For those who read my previous blog, you will remember that after I returned to base aboard the Spooky, I waited for my friend to return. Than did not happen. When automatic beacon signals were picked up in the jungle a Search and Rescue Mission was initiated. Pulling some strings I ran out to the helicopter only to be told that I could not travel on this mission without proper equipment. Flak jacket, helmet and a M-16. They held the chopper until I returned and we were airborne. When we arrived at the crash site, the VC had moved their prisoners to a nearby hiding place. When the chopper landed and we disembarked we heard gunfire coming from a path nearby. Without retelling the entire story let me just say this. Since that day I have asked myself constantly why him, why not me. Then the guild would strike: was it my fault, because I held up the helicopter because I was not prepared and that caused the loss of life? I might sleep a little better because with medicine and constant discussions I have done away with some of my nightmares but the one question still hangs over me. Was it my fault.

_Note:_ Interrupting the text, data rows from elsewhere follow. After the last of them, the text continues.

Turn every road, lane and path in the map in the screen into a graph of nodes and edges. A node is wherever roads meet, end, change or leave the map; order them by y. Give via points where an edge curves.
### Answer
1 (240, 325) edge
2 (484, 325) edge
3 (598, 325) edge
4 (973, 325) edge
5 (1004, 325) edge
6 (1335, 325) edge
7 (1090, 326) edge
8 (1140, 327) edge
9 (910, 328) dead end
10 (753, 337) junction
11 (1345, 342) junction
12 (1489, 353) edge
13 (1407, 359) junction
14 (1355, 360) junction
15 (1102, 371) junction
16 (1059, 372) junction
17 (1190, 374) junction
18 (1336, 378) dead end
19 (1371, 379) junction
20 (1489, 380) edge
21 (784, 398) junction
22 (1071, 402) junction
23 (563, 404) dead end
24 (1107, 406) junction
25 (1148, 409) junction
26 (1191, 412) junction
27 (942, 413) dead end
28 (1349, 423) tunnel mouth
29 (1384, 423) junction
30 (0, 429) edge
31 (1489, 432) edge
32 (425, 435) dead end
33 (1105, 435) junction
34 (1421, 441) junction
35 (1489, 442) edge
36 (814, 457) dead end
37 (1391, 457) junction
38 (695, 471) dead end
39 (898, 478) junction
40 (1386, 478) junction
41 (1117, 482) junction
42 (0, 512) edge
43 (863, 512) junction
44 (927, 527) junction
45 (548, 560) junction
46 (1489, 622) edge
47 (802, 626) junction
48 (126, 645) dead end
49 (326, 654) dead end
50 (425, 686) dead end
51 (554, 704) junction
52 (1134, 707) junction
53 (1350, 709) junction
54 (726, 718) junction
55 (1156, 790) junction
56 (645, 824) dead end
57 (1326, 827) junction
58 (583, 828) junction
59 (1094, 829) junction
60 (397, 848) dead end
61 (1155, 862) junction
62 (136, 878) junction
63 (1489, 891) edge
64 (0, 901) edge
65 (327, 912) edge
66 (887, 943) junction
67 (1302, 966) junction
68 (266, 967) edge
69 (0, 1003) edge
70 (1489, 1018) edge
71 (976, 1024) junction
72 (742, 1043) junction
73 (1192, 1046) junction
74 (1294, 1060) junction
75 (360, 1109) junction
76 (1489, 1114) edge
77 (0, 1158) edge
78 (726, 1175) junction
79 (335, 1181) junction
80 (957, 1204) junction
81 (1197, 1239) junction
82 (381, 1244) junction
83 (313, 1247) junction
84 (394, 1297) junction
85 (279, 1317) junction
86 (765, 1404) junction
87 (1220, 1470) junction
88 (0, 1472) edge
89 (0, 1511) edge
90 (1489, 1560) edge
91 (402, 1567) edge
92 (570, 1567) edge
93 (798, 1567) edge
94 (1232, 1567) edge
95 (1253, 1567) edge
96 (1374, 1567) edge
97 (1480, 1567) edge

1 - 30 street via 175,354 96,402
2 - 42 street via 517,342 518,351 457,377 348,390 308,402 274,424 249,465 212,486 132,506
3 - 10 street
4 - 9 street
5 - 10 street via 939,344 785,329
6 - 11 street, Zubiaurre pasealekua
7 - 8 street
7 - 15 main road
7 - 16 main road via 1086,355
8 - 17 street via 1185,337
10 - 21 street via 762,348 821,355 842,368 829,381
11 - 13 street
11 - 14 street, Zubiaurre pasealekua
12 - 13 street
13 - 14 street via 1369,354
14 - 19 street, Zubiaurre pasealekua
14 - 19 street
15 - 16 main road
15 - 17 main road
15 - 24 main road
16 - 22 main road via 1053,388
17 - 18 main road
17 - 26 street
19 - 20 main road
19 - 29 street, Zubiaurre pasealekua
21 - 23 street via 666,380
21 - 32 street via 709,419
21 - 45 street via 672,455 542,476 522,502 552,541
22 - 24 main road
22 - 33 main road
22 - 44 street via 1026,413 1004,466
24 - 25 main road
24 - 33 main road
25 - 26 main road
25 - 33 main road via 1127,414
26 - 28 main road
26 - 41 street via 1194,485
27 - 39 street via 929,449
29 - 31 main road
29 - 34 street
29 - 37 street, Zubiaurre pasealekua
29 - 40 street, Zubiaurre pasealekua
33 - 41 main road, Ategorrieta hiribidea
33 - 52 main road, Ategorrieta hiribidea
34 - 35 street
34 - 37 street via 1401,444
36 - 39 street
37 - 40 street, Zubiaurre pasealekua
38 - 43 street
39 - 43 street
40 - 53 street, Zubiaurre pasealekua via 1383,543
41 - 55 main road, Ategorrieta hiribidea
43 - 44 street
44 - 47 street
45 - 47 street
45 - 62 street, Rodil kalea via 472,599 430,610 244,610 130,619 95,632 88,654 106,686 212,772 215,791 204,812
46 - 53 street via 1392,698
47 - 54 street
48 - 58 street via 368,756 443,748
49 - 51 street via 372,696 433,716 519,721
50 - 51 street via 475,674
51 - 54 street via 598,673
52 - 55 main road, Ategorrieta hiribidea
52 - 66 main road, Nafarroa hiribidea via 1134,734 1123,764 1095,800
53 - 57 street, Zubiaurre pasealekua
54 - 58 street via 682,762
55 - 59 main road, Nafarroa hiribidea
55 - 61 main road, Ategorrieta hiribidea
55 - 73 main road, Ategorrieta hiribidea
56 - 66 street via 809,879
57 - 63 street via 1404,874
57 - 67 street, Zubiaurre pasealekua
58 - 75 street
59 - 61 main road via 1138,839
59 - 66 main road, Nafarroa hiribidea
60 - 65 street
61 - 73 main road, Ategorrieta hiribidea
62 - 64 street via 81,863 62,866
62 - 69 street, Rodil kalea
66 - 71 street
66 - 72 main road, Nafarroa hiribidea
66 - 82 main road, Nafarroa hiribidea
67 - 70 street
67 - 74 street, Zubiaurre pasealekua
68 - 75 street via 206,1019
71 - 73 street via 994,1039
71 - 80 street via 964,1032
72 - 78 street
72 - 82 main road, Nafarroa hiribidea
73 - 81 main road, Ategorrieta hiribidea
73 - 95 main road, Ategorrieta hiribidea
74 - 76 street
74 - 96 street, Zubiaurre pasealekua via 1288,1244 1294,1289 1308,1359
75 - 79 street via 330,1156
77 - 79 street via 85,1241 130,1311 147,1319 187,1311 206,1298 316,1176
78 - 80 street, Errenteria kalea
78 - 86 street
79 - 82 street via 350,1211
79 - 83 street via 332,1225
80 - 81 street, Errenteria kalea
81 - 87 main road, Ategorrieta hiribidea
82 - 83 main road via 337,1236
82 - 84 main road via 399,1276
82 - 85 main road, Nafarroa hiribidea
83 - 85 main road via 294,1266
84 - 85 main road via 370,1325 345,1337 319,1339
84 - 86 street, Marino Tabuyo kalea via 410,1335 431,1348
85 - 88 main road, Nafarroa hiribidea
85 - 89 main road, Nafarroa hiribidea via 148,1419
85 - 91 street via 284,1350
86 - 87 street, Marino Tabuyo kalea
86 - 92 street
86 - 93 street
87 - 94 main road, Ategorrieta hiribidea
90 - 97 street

In 2012 another change took place when a new psychiatrist came to our little outpost here in Delaware. Reluctantly I went to my first appointment with him. Now friends you all know by now that I am 100% German. Born in the Vaterland, raised there and I speak the language. My name gives me away, especially if whoever sees it is a history buff. In 1945, when I was given this name I was only the second child born in Germany with such a name. The first was the son of Rudolf Hess. I will let you research who he was. I stay out of politics. Turns out my new doctor is of Jewish descend. With these facts people right away thought we would have problems. Not so, at all. He was very professional at first until he got to know me and our conversation became personal. At one point he read in my records that I still suffered from 'self blame'. He looked at me and asked point blank: " Why do you blame yourself?" Now I am used to have psychiatrists ask me question and then ask me to give them the answer. He was different, he looked at me with a frown on his face. When he spoke again these were the words that came out of his mouth: "Did you ever think that had you been prepared and the helicopter was on time that your helicopter may have been shot down and all of you may have died that day?' I almost fell off my chair. The fact that he answered his question was unique but the answer itself was so to the point. Its taken me 6 months to accept this theory but since I can't answer it with any certainty, I have to accept its possibility. Blame is not gone but has been diminished. maybe 2013 will be better for me and I can make it better for those who care about me.

Maybe now I can allow love to come into my heart again and let it surround me with a new light.

1 comment:

  1. Rudi

    I know you have been through a lot. I think many of us with mold exposures and subsequent losses and traumas suffer from some form of PTSD. I am glad that you are making progress toward letting go of some of the demons that are haunting you.

    I wish you the best in 2013 and may you continue to push forward in this healing.